Not exactly overslept, we waited for the conveyor belt at the airport to belch out our luggage, so we could move on. Scattered all over, everyone was waiting for their own stuff. Along the way, I devoted most of my attention to Latvian language on posters and advertisements for hotels, night clubs and all other places and things that might be of interest to a traveller in Rīga. I was attempting to discover at least some similarities with languages familiar to me. For starters, I could safely claim I’d seen more successful attempts in the past.
At one point S got agitated and then disappeared somewhere. I think I was half interested at best in what was going on. If at all. The majority of others, i.e. at least those I could see from where I was standing, shared similar level of curiosity as mine, so we wasted no time to again mind our own business, i.e. just wait for our luggage. After a while, having each previously collected their own, we passed through border and customs check and found ourselves inside the airport building.
What did get my full attention, though, was the fact that almost immediately I noticed at last two or three stunningly looking ladies among still not too many people in the building. Statistically, particularly still so relatively early, it represented a percentage considerably higher than usual.
As I was the last one to pass through the check, everybody else was already waiting for me, together with some guy of maybe thirty or so years of age.
„This is the driver," R said.
I shook hands with the guy and introduced myself. We greeted each other, but almost without a word. It turned out he didn’t know a single English word. Well, now. What could you do? What really mattered was that he was sure where to get us to.
„Shall we go then? Are we all set?“
S wasn’t there.
„She went out to have a smoke,“ someone said.

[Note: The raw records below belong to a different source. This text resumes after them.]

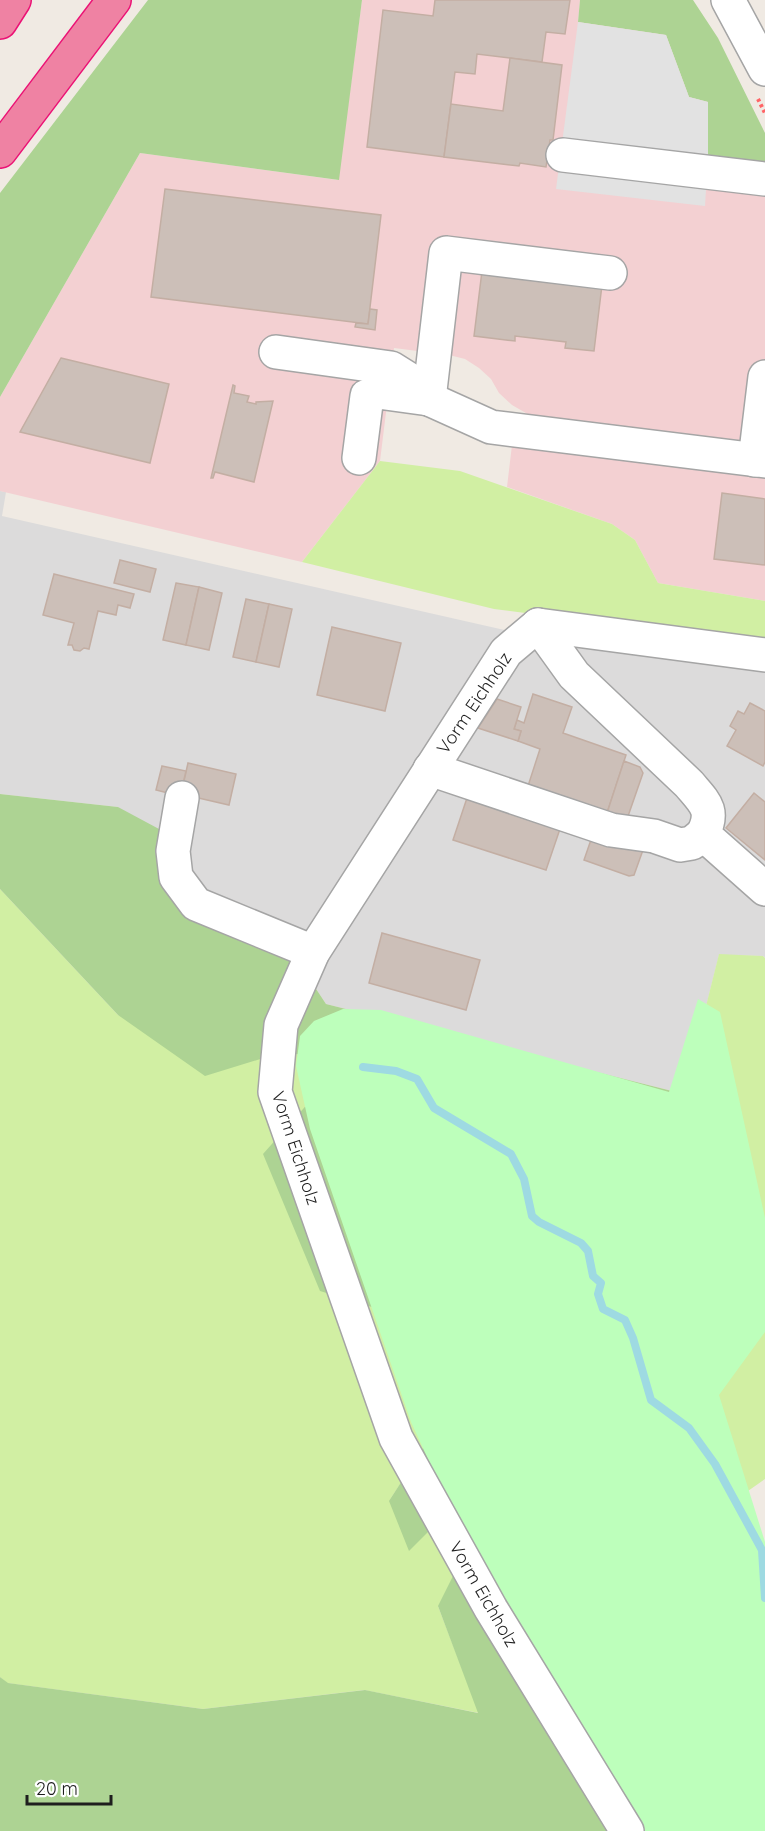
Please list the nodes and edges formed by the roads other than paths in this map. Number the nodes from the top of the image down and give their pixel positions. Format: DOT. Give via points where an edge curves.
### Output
graph roads {
  1 [pos="14,0"];
  2 [pos="114,0"];
  3 [pos="728,0"];
  4 [pos="0,22"];
  5 [pos="765,69"];
  6 [pos="0,151"];
  7 [pos="563,154"];
  8 [pos="765,179"];
  9 [pos="610,273"];
  10 [pos="276,352"];
  11 [pos="765,377"];
  12 [pos="429,399"];
  13 [pos="358,458"];
  14 [pos="760,460"];
  15 [pos="538,625"];
  16 [pos="765,655"];
  17 [pos="430,769"];
  18 [pos="182,798"];
  19 [pos="703,834"];
  20 [pos="765,889"];
  21 [pos="313,952"];
  22 [pos="627,1831"];
  1 -- 4 [label="highway"];
  2 -- 6 [label="highway"];
  3 -- 5 [label="street"];
  7 -- 8 [label="street"];
  9 -- 12 [label="street" via="446,254"];
  10 -- 12 [label="street" via="391,368"];
  11 -- 14 [label="street"];
  12 -- 13 [label="street" via="388,393 367,396"];
  12 -- 14 [label="street" via="491,427"];
  15 -- 16 [label="street"];
  15 -- 17 [label="street, Vorm Eichholz" via="506,652"];
  15 -- 19 [label="street" via="574,675 706,803 710,813"];
  17 -- 19 [label="street" via="610,830 654,836 680,845 692,843"];
  17 -- 21 [label="street, Vorm Eichholz"];
  18 -- 21 [label="street" via="173,851 176,877 196,904"];
  19 -- 20 [label="street"];
  21 -- 22 [label="street, Vorm Eichholz" via="281,1025 275,1092 396,1438 491,1609"];
}
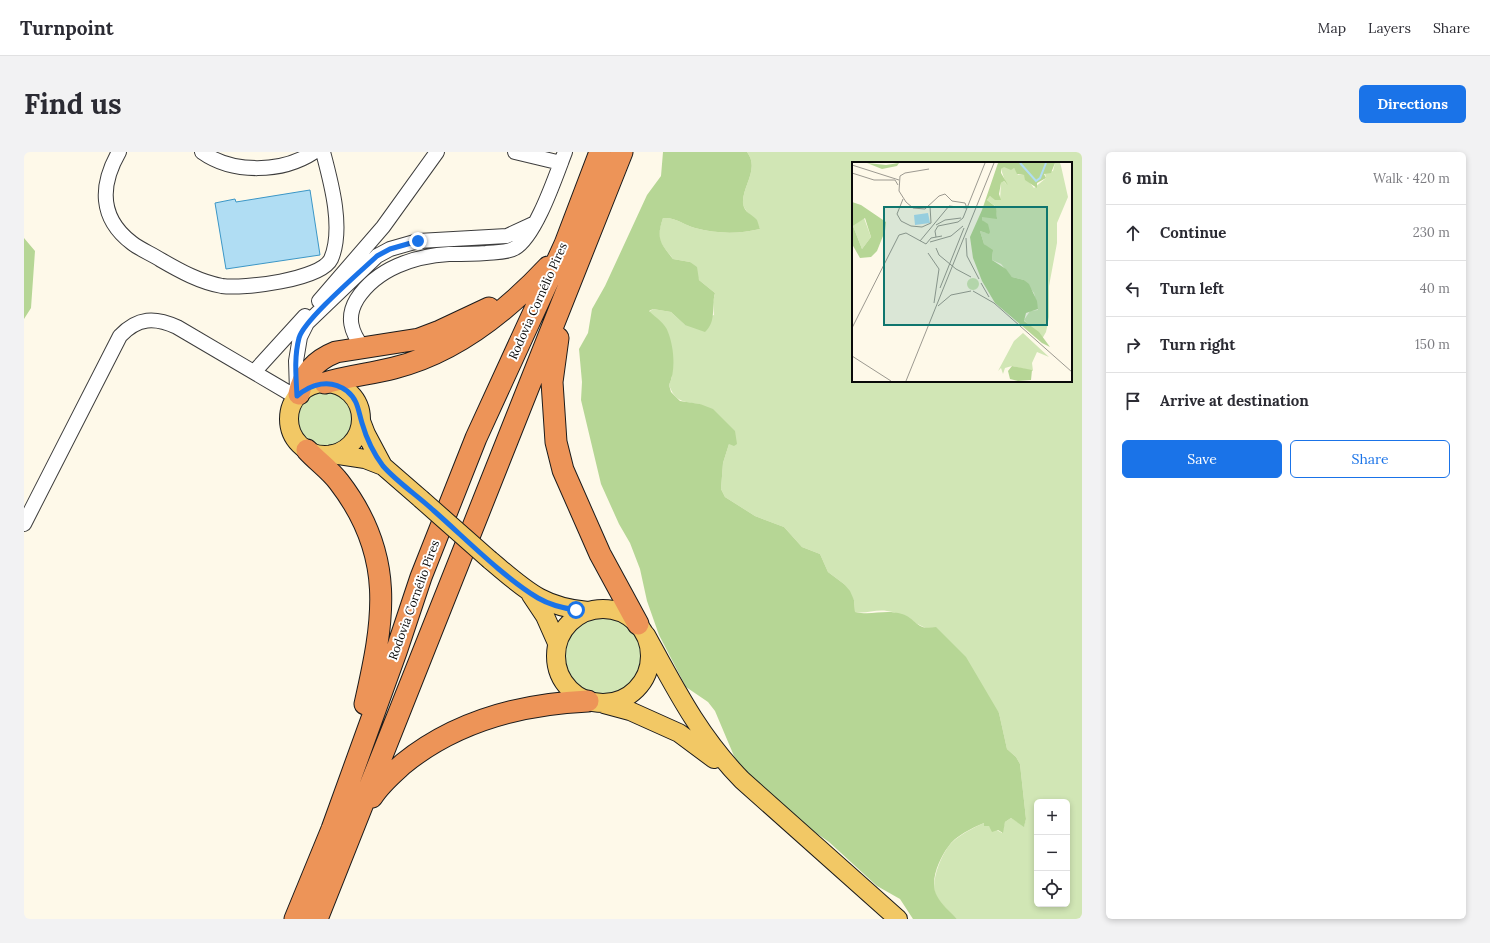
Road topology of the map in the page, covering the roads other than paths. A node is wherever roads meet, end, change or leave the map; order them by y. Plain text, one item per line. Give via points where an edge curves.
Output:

The driver had no idea what we were talking about, but seeing me, he must have assumed we were all set now. So he started towards the exit. He couldn’t know S needed – or thought she needed – her nicotine shot even if it meant for the whole world to stop. While we were holding session as to whether we should look for or wait for her, she eventually somehow resurfaced and now we were ready to go at last.

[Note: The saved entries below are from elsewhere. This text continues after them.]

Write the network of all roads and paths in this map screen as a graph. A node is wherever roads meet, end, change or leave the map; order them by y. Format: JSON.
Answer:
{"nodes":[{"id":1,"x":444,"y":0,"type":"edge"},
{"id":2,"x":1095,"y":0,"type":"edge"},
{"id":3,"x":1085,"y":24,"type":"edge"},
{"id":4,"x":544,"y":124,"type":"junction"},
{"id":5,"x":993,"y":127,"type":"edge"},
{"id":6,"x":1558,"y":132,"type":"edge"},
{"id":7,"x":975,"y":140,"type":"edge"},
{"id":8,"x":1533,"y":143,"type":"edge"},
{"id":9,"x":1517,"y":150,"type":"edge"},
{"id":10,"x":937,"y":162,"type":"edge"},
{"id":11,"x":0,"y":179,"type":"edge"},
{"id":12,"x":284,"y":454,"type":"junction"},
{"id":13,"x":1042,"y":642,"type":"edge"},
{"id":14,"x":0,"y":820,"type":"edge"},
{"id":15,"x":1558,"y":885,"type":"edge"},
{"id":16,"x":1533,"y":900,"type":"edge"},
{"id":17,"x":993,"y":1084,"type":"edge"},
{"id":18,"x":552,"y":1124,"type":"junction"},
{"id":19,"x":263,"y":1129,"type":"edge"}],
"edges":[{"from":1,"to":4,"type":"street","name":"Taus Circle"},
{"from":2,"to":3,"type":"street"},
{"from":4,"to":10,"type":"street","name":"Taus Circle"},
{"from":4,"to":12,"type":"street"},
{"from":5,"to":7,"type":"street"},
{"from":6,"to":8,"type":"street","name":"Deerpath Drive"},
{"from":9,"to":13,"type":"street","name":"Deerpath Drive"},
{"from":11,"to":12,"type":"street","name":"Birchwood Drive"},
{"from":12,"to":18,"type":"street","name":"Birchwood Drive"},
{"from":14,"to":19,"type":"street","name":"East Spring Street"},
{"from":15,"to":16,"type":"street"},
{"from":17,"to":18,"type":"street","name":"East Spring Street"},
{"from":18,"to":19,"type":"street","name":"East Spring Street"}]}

Also, I finally heard the story as to what had been the reason of her previous agitation and hasty disappearance while the rest of us had been waiting for the luggage. Some guy had allegedly picked up her acoustic guitar from the conveyor belt. It remained unexplained whether it had been quite like that indeed, and if it had been, whether the guy had really intended to evaporate with the instrument in his hand, or he had just wanted to move it aside to reach for his own belongings. Be as it may, S took the threat seriously. After all, better that she had. At least the guitar was still safely with her.

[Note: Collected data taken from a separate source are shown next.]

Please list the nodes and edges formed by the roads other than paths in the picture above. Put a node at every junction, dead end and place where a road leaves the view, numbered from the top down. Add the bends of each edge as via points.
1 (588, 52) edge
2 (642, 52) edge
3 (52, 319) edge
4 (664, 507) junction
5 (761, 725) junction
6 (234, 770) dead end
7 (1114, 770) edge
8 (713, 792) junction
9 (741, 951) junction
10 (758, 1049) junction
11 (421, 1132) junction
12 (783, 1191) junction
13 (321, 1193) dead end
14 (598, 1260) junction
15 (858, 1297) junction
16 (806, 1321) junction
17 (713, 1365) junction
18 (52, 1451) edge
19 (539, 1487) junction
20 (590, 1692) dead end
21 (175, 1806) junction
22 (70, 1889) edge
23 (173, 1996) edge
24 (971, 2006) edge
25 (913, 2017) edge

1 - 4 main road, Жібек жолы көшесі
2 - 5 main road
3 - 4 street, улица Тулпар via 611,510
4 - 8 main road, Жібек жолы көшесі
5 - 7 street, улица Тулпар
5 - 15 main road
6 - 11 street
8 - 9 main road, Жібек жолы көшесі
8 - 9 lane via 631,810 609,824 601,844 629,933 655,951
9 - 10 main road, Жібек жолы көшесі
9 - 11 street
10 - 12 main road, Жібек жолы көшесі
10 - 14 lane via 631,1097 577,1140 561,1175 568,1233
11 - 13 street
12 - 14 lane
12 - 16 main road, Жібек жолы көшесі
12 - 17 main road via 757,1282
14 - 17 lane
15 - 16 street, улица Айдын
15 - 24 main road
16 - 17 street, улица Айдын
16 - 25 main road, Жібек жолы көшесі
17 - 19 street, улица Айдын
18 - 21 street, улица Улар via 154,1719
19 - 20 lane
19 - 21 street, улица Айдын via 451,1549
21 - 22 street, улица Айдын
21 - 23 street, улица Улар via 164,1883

We left the airport building and the driver took us to the van. It was a small vehicle, painted in green. It turned out, one passenger too small.
„Did you tell the organisers how many of us would come?“ R asked me.
„I did. After all, the contract specifies exactly how many people will be accommodated in the hotel,“ I answered.
Large or small, nothing could be done about it now. We got a van for seven people, even if there were eight of us, and then G’s five-month old kid to boot. And all our luggage, as well as instruments that we carried on top of it. Comfortable or not, it was the only transport from the airport we had.
R and I took our seats up front next to the driver, and the rest squeezed in the rear the best they could. And then we got ourselves started. The road dwindled from four to two carriageway lanes in almost no time and now we were travelling down some provincial road through some woods and only occasionally by a small settlement here or there whose name meant nothing to any of us. However, that would have been no problem in itself if those names had meant something to the driver. But he was obviously as lost there as we were. Out of sheer curiosity I took the road map to get myself acquainted with where we would travel when I realised we were not going the way I assumed we should. Of course, that might have been the best way anyway, but I nevertheless considered it prudent to ask the driver. As I have already indicated, the guy didn’t know a single English word, but there are situations when you understand what you are told even if you don’t understand the language. It was like that now. And what really mattered was that, by the looks of it, I was right.
We pulled over at the first intersection with a pointer, amidst some woods, and started studying the map. Outside it began to drizzle and I don’t believe the temperature exceeded 15°C. Some went out to stretch their legs a bit, but for most it was too cold and too damp to come out. The driver and I stood by the road and inspected the map. Eventually, we agreed to double back a bit.
Back in the van, they asked me what the matter was.
„We lost our way. The guy must have missed the road we need,“ I explained.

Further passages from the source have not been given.